Top of DATA FOR PROCESSING
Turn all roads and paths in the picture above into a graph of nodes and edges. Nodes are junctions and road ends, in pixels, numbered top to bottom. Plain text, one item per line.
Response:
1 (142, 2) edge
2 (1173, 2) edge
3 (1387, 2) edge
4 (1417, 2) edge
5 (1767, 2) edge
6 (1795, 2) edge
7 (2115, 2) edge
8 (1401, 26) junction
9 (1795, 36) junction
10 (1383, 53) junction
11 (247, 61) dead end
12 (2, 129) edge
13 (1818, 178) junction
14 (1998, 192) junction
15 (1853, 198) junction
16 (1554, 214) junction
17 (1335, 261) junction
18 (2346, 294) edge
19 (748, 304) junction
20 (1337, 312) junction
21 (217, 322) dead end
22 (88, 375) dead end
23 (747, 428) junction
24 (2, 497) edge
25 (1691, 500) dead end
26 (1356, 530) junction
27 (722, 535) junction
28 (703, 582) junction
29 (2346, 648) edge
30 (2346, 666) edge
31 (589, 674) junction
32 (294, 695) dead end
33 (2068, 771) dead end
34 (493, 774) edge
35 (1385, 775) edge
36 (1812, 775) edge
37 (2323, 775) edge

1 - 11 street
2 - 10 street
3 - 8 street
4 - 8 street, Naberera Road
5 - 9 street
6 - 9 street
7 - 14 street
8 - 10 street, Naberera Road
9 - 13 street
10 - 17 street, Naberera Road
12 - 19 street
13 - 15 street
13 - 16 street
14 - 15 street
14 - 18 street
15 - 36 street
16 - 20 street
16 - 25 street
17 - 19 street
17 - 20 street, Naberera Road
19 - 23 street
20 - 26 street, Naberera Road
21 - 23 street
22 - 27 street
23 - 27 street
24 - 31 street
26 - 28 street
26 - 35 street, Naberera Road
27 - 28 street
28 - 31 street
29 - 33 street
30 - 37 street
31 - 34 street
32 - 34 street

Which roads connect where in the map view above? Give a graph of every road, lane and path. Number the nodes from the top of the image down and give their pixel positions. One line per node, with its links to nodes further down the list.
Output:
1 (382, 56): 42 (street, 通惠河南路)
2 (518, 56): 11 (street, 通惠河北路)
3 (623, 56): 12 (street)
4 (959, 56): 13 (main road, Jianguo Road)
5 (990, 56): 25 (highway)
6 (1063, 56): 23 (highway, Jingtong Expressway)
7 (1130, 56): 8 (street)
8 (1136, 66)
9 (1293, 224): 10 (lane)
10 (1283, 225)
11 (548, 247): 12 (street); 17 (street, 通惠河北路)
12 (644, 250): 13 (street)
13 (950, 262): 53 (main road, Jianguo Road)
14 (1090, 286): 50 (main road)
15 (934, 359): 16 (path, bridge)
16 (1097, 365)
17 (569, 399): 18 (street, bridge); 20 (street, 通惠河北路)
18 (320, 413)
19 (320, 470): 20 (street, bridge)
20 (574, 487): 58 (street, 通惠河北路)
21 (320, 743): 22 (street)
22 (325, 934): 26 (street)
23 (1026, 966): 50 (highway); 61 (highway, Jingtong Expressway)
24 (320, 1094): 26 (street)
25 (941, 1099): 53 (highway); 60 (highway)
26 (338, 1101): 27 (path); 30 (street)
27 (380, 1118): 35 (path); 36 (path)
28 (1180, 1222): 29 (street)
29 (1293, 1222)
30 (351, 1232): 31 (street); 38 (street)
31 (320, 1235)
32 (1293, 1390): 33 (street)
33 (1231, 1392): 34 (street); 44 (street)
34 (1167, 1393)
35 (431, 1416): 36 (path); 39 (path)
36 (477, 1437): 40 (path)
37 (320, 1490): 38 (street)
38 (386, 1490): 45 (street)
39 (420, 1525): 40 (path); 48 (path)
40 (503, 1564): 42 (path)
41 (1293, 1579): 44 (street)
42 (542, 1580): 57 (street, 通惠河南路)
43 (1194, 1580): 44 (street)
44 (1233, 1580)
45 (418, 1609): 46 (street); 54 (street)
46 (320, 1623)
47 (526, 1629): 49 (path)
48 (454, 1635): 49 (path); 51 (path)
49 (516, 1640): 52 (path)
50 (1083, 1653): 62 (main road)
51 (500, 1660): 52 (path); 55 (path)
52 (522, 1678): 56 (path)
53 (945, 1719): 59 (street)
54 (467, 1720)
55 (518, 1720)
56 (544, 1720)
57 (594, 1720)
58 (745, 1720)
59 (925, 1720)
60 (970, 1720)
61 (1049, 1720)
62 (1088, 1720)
Bottom of DATA FOR PROCESSING
PROMPT: Every line in the data that holds the string "bridge" should be copied.

COMPLETED TASK:
15 (934, 359): 16 (path, bridge)
17 (569, 399): 18 (street, bridge); 20 (street, 通惠河北路)
19 (320, 470): 20 (street, bridge)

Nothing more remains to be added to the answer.